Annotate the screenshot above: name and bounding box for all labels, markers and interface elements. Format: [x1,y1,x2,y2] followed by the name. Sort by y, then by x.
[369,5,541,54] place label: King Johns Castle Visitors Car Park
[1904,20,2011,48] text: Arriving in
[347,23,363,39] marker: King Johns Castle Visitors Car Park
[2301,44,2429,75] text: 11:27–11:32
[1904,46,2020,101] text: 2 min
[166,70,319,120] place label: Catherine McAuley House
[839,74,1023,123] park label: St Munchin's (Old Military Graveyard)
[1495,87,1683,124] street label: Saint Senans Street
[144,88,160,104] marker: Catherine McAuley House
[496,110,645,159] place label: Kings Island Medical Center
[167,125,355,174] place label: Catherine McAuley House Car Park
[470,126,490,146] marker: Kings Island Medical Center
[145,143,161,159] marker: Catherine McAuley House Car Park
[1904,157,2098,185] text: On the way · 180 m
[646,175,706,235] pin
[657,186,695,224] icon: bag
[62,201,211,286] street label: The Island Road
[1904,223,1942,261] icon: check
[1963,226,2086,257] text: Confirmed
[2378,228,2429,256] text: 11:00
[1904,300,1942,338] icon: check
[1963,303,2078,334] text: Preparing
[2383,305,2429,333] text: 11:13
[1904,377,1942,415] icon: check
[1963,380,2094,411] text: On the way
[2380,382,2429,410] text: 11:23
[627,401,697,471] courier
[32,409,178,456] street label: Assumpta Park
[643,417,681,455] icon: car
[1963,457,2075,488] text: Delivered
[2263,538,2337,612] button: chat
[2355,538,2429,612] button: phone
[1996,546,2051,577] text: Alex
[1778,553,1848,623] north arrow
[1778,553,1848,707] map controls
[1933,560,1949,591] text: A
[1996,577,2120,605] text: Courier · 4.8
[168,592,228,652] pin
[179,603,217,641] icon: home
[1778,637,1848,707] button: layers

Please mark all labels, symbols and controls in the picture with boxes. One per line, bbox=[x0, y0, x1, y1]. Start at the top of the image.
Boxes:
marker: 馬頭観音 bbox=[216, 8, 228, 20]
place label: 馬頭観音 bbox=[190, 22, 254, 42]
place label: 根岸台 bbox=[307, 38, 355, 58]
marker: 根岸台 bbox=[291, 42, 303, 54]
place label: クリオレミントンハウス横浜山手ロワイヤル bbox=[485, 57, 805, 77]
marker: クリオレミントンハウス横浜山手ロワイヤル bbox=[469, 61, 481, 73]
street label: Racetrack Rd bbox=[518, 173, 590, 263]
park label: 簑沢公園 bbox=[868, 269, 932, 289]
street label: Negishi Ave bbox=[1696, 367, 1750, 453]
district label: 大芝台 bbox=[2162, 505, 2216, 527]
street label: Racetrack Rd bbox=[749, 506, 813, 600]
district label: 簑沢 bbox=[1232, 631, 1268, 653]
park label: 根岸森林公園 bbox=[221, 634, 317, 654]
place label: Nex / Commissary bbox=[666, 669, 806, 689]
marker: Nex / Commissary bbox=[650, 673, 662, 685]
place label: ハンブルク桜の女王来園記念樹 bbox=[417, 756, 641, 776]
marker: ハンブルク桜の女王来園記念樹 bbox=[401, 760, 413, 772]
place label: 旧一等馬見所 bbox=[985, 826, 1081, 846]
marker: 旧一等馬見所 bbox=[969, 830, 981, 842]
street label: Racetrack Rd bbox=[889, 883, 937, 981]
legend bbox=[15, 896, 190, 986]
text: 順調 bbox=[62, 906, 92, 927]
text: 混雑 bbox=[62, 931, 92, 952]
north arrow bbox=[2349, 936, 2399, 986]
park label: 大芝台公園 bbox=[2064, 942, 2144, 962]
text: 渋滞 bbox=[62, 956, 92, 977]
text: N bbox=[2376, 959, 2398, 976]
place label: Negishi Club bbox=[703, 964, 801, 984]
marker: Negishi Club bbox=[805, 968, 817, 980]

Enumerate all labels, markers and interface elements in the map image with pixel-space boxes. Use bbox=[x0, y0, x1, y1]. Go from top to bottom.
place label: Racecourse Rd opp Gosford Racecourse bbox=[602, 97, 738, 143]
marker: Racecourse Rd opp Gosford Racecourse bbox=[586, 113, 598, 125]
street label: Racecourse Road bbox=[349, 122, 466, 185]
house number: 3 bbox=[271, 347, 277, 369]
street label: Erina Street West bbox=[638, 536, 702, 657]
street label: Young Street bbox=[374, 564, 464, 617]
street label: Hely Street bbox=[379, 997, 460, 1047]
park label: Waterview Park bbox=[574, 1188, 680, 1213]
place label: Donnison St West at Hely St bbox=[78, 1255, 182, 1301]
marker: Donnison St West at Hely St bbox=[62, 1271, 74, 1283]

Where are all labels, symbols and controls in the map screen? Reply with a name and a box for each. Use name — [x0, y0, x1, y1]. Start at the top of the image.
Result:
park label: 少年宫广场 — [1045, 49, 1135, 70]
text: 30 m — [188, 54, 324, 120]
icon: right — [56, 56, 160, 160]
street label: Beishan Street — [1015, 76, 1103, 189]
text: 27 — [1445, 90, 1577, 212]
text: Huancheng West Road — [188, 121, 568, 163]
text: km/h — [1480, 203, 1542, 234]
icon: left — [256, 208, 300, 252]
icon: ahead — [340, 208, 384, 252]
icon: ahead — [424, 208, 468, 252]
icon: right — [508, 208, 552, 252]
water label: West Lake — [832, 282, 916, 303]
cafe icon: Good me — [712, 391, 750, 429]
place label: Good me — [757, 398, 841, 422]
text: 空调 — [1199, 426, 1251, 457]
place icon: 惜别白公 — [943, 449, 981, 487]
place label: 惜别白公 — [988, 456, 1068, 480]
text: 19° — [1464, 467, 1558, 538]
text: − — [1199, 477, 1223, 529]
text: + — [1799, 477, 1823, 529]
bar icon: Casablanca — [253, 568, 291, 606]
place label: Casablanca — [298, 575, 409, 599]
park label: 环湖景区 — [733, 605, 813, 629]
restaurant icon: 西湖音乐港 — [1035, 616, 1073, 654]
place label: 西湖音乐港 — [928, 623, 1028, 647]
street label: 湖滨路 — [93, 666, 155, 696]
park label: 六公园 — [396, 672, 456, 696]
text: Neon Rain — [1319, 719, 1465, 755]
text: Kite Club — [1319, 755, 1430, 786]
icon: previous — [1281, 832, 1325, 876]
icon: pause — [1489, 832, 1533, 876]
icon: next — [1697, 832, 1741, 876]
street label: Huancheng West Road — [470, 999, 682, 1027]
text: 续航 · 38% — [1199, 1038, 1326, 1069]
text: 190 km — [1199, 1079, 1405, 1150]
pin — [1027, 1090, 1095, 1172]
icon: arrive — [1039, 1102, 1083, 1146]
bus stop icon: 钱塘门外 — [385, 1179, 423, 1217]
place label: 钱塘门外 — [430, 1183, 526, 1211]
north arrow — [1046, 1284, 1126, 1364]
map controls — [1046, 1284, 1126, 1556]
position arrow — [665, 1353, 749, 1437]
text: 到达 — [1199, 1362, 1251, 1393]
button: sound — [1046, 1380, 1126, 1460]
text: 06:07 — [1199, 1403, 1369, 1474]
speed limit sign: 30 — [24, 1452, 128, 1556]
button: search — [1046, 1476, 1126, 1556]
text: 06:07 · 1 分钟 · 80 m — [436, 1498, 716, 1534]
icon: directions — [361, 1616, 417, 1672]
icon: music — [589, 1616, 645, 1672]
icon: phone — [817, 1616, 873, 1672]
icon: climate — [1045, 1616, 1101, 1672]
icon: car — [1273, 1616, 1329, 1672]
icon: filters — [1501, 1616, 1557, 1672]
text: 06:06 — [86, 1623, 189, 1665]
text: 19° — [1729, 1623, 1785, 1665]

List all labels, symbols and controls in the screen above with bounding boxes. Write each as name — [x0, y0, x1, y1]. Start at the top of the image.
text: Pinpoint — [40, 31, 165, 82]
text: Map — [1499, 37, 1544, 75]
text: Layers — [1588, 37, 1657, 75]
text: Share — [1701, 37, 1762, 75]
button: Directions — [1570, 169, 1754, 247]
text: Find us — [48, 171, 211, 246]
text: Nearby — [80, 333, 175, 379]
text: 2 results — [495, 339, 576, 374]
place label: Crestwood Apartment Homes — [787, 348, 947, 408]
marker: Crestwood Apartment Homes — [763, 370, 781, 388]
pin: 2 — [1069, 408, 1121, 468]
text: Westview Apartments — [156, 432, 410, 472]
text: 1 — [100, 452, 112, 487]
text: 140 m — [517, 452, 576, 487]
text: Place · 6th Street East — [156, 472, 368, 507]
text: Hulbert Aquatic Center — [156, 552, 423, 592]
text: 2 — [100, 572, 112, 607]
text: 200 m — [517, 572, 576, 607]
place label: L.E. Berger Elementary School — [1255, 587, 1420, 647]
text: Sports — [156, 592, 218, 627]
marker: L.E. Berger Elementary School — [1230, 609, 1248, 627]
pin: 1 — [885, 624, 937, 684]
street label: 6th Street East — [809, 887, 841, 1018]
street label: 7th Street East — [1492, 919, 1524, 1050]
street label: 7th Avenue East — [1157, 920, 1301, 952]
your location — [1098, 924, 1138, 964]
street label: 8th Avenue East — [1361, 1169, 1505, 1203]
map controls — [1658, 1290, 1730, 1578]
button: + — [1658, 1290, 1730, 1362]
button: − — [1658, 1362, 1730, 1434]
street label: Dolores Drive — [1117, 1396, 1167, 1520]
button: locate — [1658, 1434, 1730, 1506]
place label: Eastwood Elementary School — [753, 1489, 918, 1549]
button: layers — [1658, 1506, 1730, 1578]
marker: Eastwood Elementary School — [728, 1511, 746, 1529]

**Exercise objective:** Locate the word "above" in the entries, and copy every line where it is found.

**Result:**
Annotate the screenshot above: name and bounding box for all labels, markers and interface elements. Format: [x1,y1,x2,y2] followed by the name. Sort by y, then by x.
List all labels, symbols and controls in the screen above with bounding boxes. Write each as name — [x0, y0, x1, y1]. Start at the top of the image.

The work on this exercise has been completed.